Enabling in-situ monitoring of ultrashort pulse Laser Surface Texturing

This work is focused on laser texturing using femtosecond lasers. Such a process enables surface treatment for functionalization purposes like coloring or modification of tribological properties or wettability. However, the laser texturing process is sensitive to changes in laser parameters, changes in the nature and material of the textured surface, and also to environmental conditions. In this work, the objective is hence to develop a monitoring strategy to help the development of the process. An instrumentation is first proposed and discussed. The process emits light signals that we propose to track with a spectrometer. The light intensity is characterized across the entire spectrum between 200 and 1100 nm. Our proposal is to use these spectral data acquired over time to train a deep learning model and then to get a prediction of process output and process conditions. Two Resnet models are trained and characterized on experimental datasets of spectro-temporal data. Datasets and models are released as open-source resources. The models are built considering two scenarios of supervision : i) monitoring texturing conditions, specifically fluence and laser spot overlap, and ii) monitoring the gray level of a generated texture. We present two deep learning models.
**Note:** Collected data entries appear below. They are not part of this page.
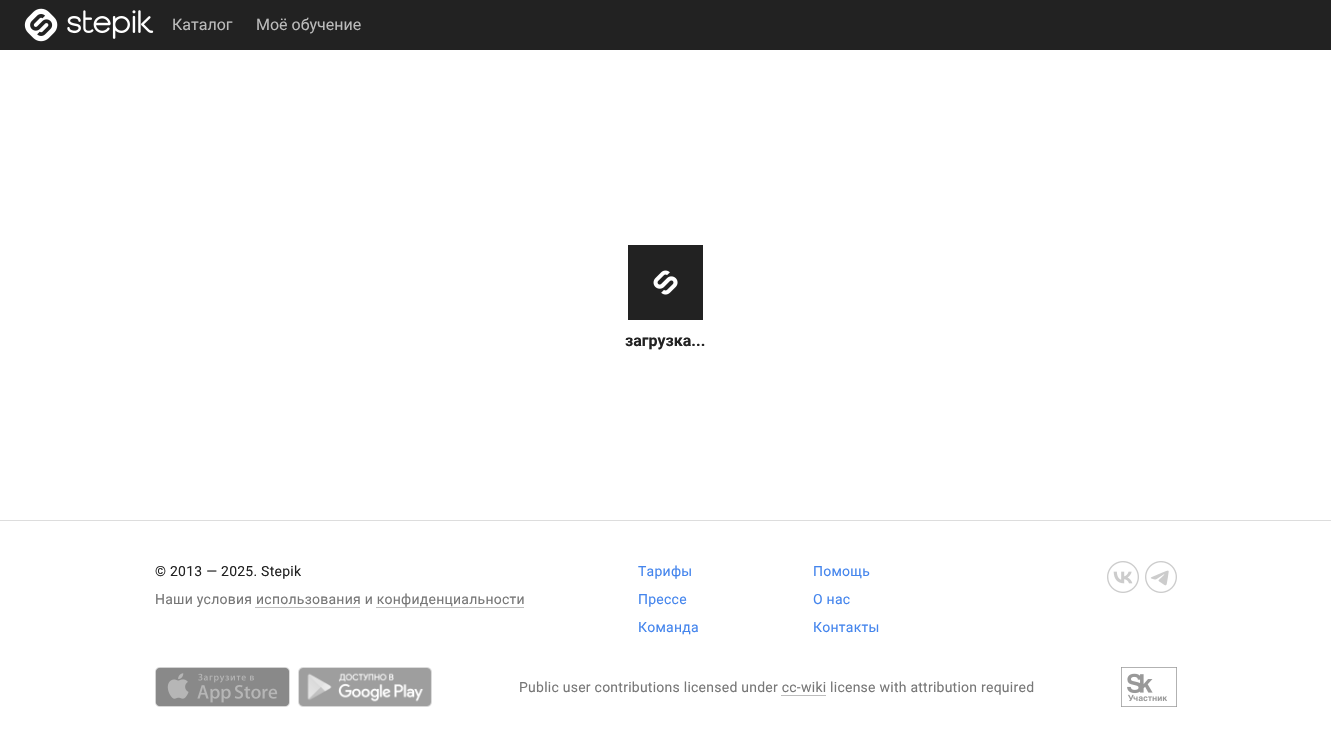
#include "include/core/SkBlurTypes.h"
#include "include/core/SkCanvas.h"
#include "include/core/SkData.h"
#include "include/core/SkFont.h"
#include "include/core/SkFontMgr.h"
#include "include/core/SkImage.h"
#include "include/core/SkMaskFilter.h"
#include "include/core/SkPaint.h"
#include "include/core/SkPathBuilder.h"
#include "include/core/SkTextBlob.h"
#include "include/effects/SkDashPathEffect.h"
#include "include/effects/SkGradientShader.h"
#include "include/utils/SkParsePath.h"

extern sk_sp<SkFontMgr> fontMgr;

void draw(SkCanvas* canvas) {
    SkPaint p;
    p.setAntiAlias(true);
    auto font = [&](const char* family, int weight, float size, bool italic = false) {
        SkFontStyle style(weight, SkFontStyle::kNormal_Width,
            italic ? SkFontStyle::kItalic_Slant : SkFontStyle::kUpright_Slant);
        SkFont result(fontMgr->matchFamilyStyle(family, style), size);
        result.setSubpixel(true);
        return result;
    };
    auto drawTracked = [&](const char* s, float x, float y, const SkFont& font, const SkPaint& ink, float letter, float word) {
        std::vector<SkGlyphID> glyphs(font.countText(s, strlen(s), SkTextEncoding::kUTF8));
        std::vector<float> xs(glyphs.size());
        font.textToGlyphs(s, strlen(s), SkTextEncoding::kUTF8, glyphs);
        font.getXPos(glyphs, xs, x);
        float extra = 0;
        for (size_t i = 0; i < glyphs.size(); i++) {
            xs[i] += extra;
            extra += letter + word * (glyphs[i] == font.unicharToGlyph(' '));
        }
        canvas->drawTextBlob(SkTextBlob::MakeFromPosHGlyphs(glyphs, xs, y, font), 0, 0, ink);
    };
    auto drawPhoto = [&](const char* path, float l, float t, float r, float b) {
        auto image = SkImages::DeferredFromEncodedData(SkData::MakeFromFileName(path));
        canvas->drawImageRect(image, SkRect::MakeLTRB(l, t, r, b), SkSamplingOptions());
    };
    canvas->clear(0xFFFFFFFF);
    p.setColor(0xFF222222);
    canvas->drawRect(SkRect::MakeLTRB(0, 0, 1331, 50), p);
    drawPhoto("media/1.png", 24, 8, 154, 42);
    auto font1 = font("Roboto", 400, 16);
    p.setColor(0xFFBBBBBB);
    canvas->drawString("Каталог", 172, 30, font1, p);
    canvas->drawString("Моё обучение", 256, 30, font1, p);
    p.setColor(0xFF222222);
    canvas->drawRect(SkRect::MakeLTRB(628, 245, 703, 320), p);
    drawPhoto("media/2.png", 653, 270, 678, 295);
    auto font2 = font("Roboto", 700, 16);
    canvas->drawString("загрузка...", 625, 346, font2, p);
    p.setColor(0xFFDDDDDD);
    canvas->drawRect(SkRect::MakeLTRB(0, 520, 1331, 521), p);
    auto font3 = font("Roboto", 400, 14);
    p.setColor(0xFF222222);
    drawTracked("© 2013 — 2025. Stepik", 155, 576, font3, p, 0.25f, 0);
    p.setColor(0xFF777777);
    drawTracked("Наши условия использования и конфиденциальности", 155, 604, font3, p, 0.25f, 0);
    p.setColor(0xFFBDBDBD);
    canvas->drawRect(SkRect::MakeLTRB(255, 607, 360, 608), p);
    canvas->drawRect(SkRect::MakeLTRB(376, 607, 524, 608), p);
    p.setColor(0xFF4485ED);
    {
        const struct { const char* s; float x, y; } items[] = {
            {"Тарифы", 638, 576},
            {"Прессе", 638, 604},
            {"Команда", 638, 632},
            {"Помощь", 813, 576},
            {"О нас", 813, 604},
            {"Контакты", 813, 632},
        };
        for (auto [s, x, y] : items) {
            drawTracked(s, x, y, font3, p, 0.25f, 0);
        }
    }
    drawPhoto("media/3.png", 1107, 561, 1139, 593);
    drawPhoto("media/4.png", 1145, 561, 1177, 593);
    drawPhoto("media/5.png", 155, 667, 290, 707);
    drawPhoto("media/6.png", 298, 667, 432, 707);
    p.setColor(0xFF777777);
    drawTracked("Public user contributions licensed under cc-wiki license with attribution required", 519, 692, font3, p, 0.25f, 0);
    p.setColor(0xFFBDBDBD);
    canvas->drawRect(SkRect::MakeLTRB(781, 695, 826, 696), p);
    drawPhoto("media/7.png", 1121, 667, 1177, 707);
}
The first achieves R² coefficients of 0.98 for fluence and 0.96 for overlap supervision. The second model estimates the gray level of the produced texture with an average accuracy of 11% of the full grayscale range. The performance of both models is also assessed using data collected with an intentionally introduced laser focus defect. The models successfully detect changes in texturing conditions, demonstrating their robustness relative to focus defects. Finally, a study is performed to identify the more relevant wavelengths in the spectral data. It shows the use of photodiodes at specific wavelengths could constitute a relevant instrumentation approach for supervision in industrial applications.